I posted last week about the Miranda D-r 35mm SLR I bought from eBay and the condition of the Miranda 50mm PAD lens which was fitted to it. In short the aperture was completely frozen when I received the camera, but started moving after it had warmed up a bit in the house. However, looking at the aperture through the front of the lens it was obviously covered in a film of oil and after a few days the blades were moving non-uniformly and I could see that one of the blades was buckling as the aperture was moved, so I decided I would need to strip it down and try to clean up the blades.
I’ve done this operation on a newer design Miranda lens, but the Miranda 50mm PAD lens was different from that and more difficult to get to the aperture on.
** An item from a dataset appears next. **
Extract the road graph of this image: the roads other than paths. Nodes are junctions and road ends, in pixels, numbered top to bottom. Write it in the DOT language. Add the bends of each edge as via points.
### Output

I started by removing the front of the lens by unscrewing it. This was actually quite difficult to do because there isn’t much of the lens front to grip on to above the aperture ring and it was pretty tight but eventually I managed to loosen it and found that the whole of the front lens assembly comes out.
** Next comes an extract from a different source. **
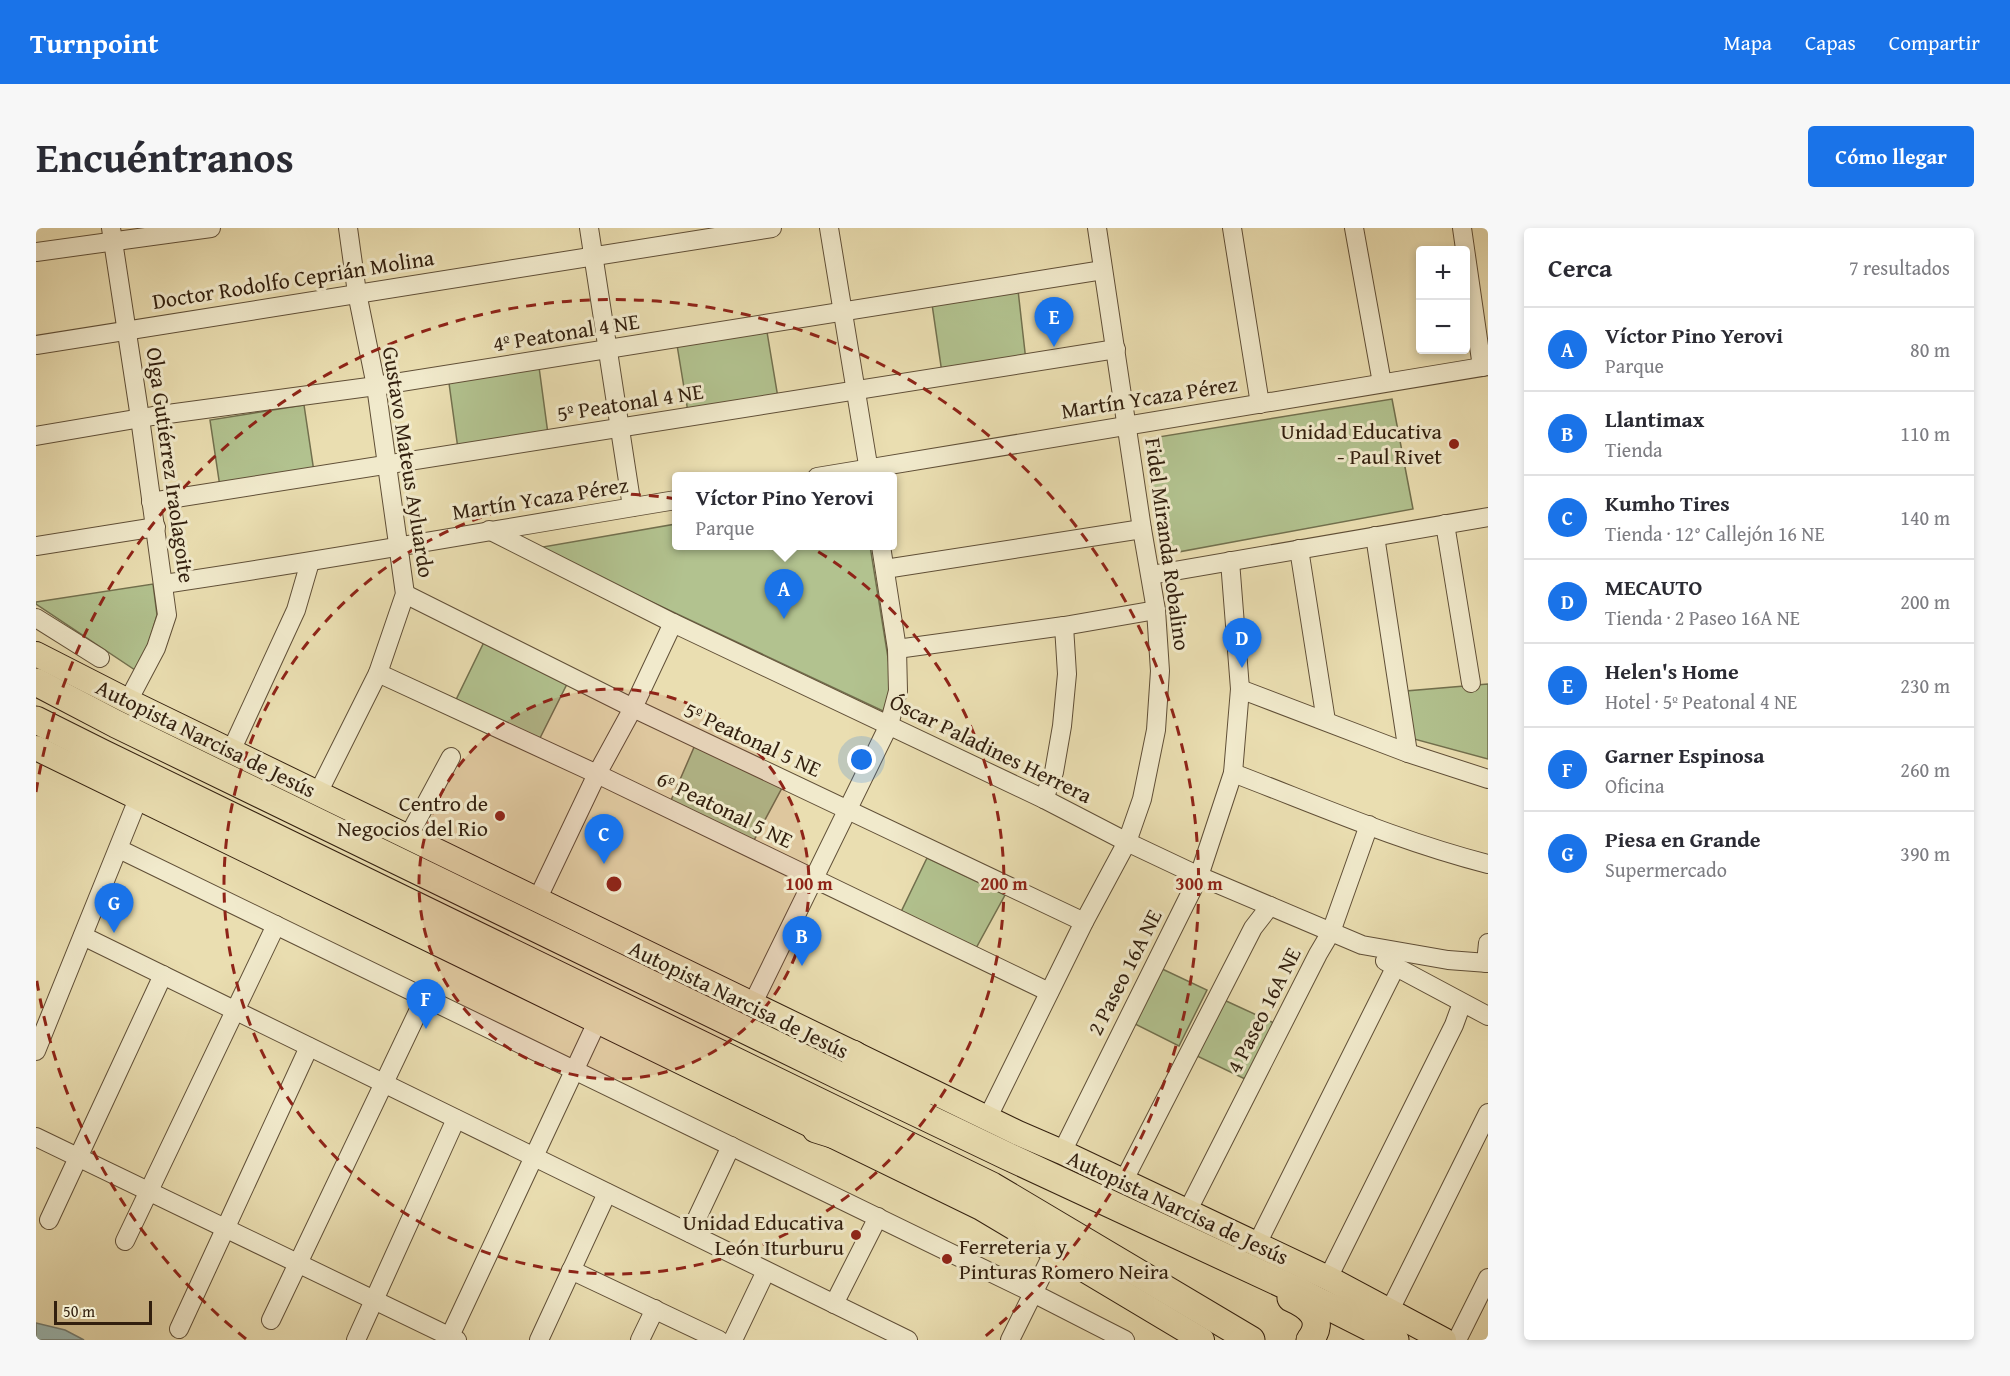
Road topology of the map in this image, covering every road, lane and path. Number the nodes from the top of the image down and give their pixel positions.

With that assembly out and carefully put out of the way I removed the little locking ring which was now visible and expected the aperture retaining disk to come out, as it does with the later Miranda lens design. On this design however the disk doesn’t just pull out when the ring is removed. Although it was free to move around and I could raise it about a milli-meter with a pair of tweezers, it wouldn’t come out. When I looked closely at it there were the ends of three small screws protruding out of the side near the top so I assumed I would need to delve further into the lens to get the aperture assembly out.
After a lot of messing around, trying to find how to get into the lens, I wound the focus out to the closest setting to move the front of the lens as far away from the back as possible and removed the three screws holding the focus adjustment ring in place. With these out I found I could lift the focus ring up to reveal three screws which retained the bottom of the lens in place.
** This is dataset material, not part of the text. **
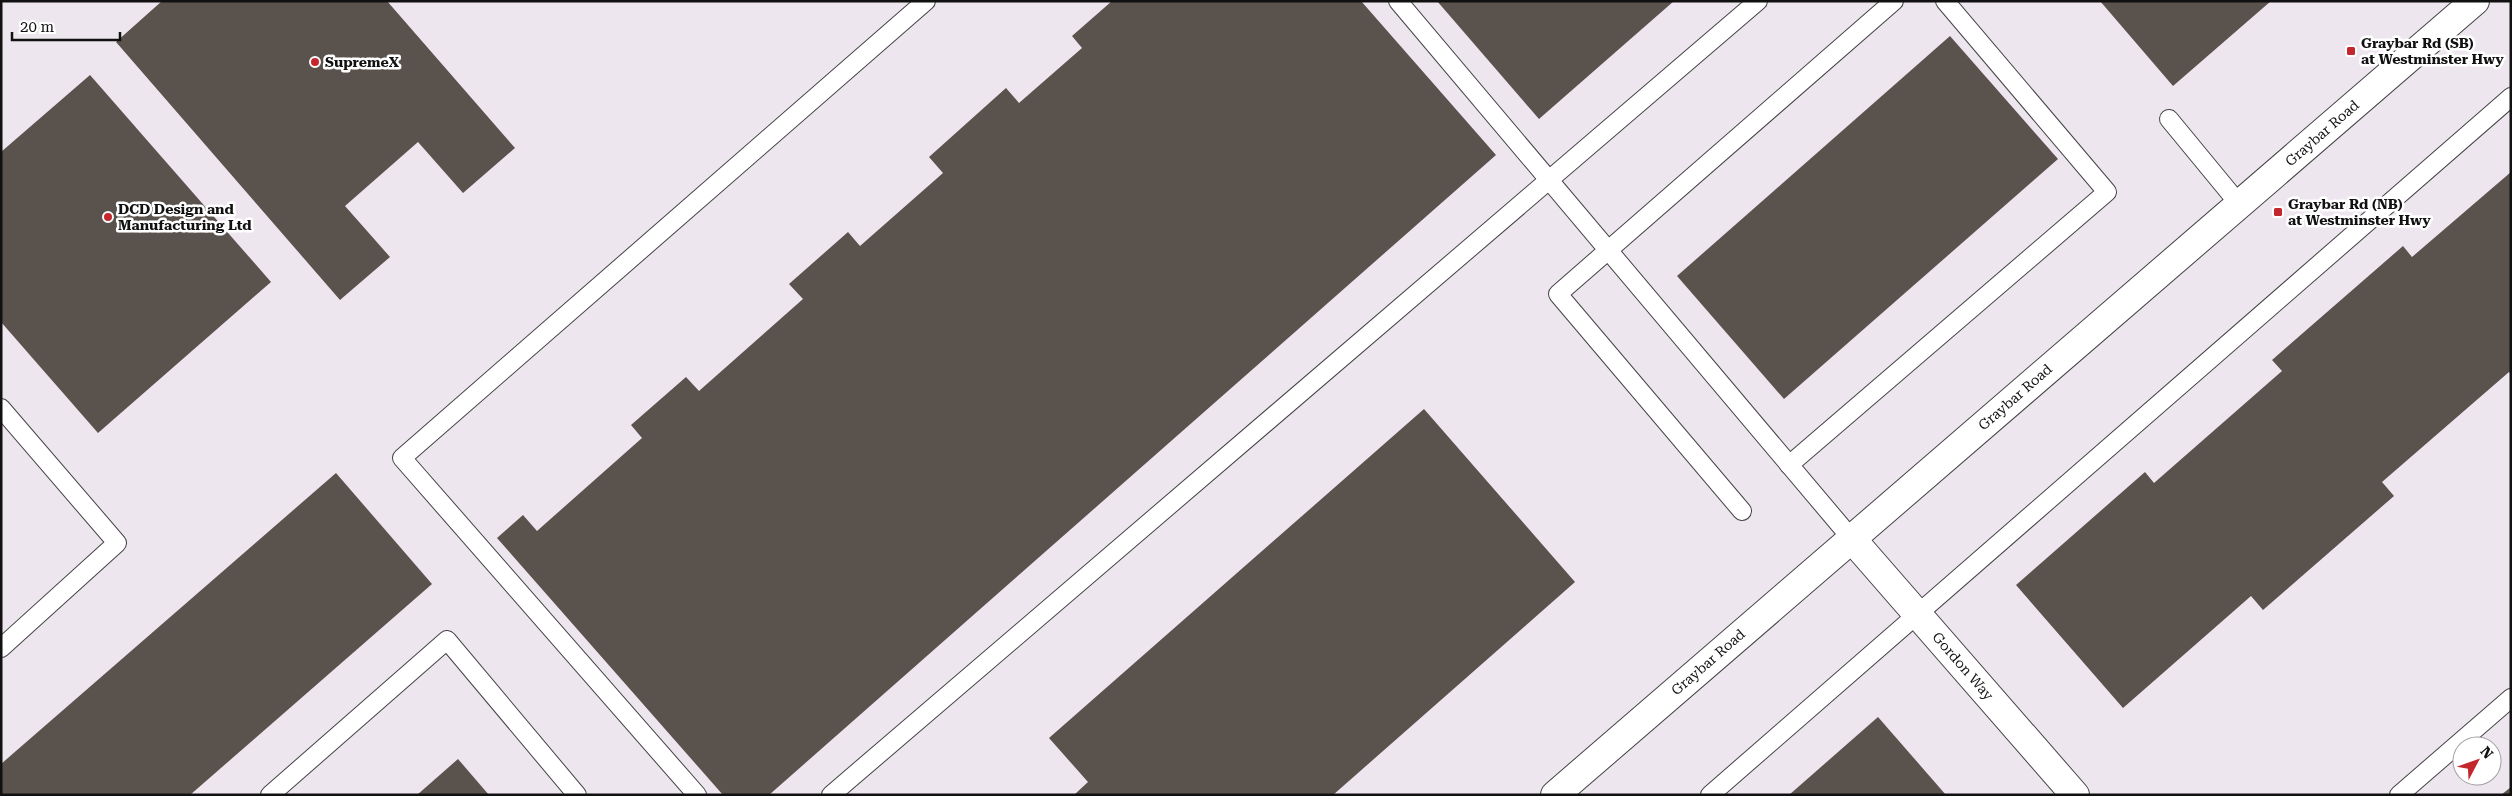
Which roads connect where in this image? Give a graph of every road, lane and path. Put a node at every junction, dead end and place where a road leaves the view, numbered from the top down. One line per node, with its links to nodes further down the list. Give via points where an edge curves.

With these removed I could take the bottom PAD assembly off the lens and then found another small ring around the bottom of the lens which held the aperture assembly in place. At this point I removed the bottom lens assembly by unscrewing it from the lens and then removed the small ring so I could take the aperture out in one piece for further dismantling and cleaning.
I noticed at this point that the focus heilcoid is oozing lots of old grease which is why the aperture is contaminated, but it seemed to be a separate component which, if I could get it clean, would not need further dismantling which should make re-assembly easier.
So I turned my attention to the aperture again. To get the retaining ring out I had to remove the silvered aperture adjust ring which revealed a stop screw in the side which was holding the aperture container in place. I removed that which allowed me to take that out. I assumed if I took that out I could get to the blades themselves, but no! there was another component in place over the top of the aperture and that was held in place by three microscopic screws in the side of the aperture compartment. With those loosened, I could finally get to the aperture and also finally see why it was opening in an uneven fashion.
The problem was that one of the aperture blades had lost a retaining pin which holds it in the ring. The pin was floating around in the compartment and the blade was not moving properly. At this point I couldn’t see what I could do to repair the lens, unless I can either repair the blade which is extremely unlikely, or find another lens with a good aperture. I looked at the shape of the blades in relation to the other Miranda lens I’ve taken apart, but unfortunately (because I have another miranda lens with a messed up focus helicoid) they are completely different.
So it looks like my lens is a right off – but this post may still be useful to someone who wants to clean up their aperture blades – follow this procedure to get to the blades and then follow my other post to see how to clean the blades.
Note: The eagle eyed may notice that the aperture blades were not fitted in this series of pictures – that is because I found the problem and then reassembled the lens to take the series of pictures.